I knew she'd try to squeeze my ass with her hand and that's exactly what she did. Her friends were mostly gone, but there were still a couple hanging about. Mrs. Lynch whispered that she'd give me another $300 if I stayed the night. I had to say yes since that'd give me enough to cover Jane's half of the rent. When I woke up the next morning, I saw that it had rained again in the night, as it had the previous night. There seemed to be no end to this reaving. It was a desolation that was at once private and terrestrial. That's what it was. Desolation. I knew from the wet, wearied, downturned leaves in the trees that it had rained again.

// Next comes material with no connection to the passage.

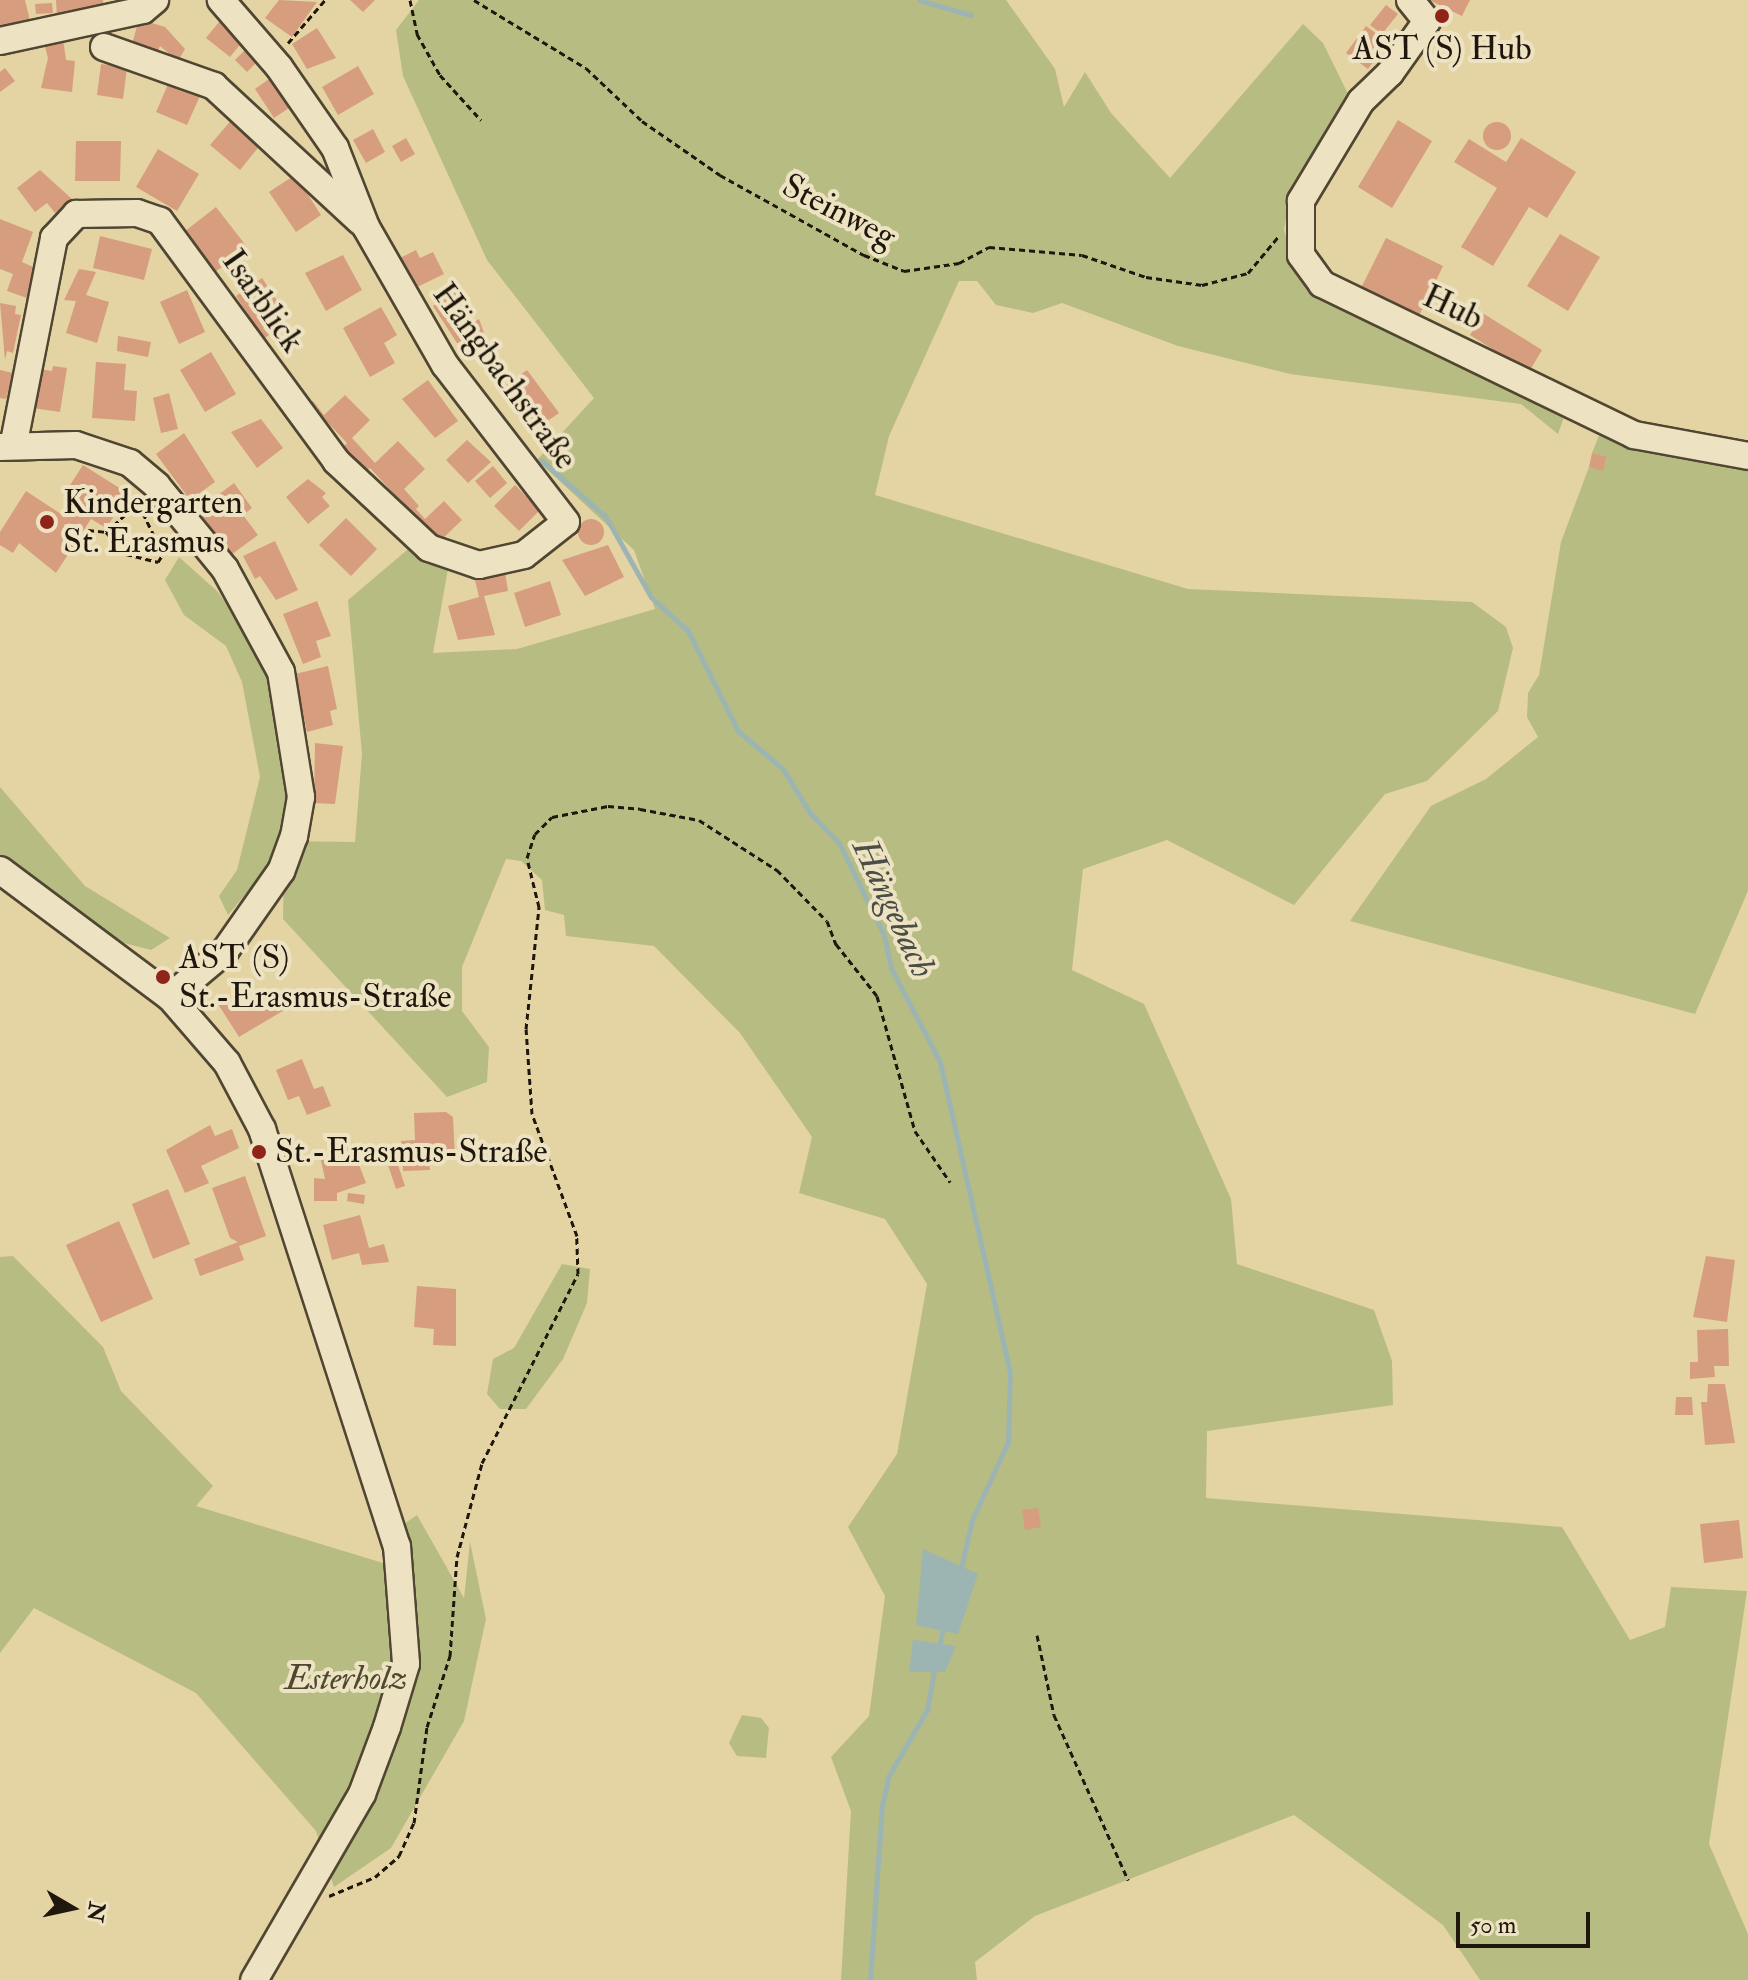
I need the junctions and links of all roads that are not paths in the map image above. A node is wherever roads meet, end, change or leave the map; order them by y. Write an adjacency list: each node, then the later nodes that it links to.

Mrs. Lynch wasn't in the bedroom. I heard the toilet flush in the bathroom, and then she returned to the bedroom. The master bathroom communicated directly with the master bedroom. Mrs. Lynch dodged meeting eyes with me. She muttered something about getting dressed and vacating the premises, so that's what I did. I took the money she'd left on the dresser just as if I'd been a common whore. I drove straight home. When I got there, Jane had returned. At first, she wouldn't look at me, but then our eyes met. She was holding back tears. "I'm sorry, Paul," she said. She walked over to me and rubbed my shoulders. She told me I didn't have to worry about covering her half of the rent because she had already gone to the post office and gotten her money order made. She said the postal worker had this way of pretending he didn't see you when you were the only one there.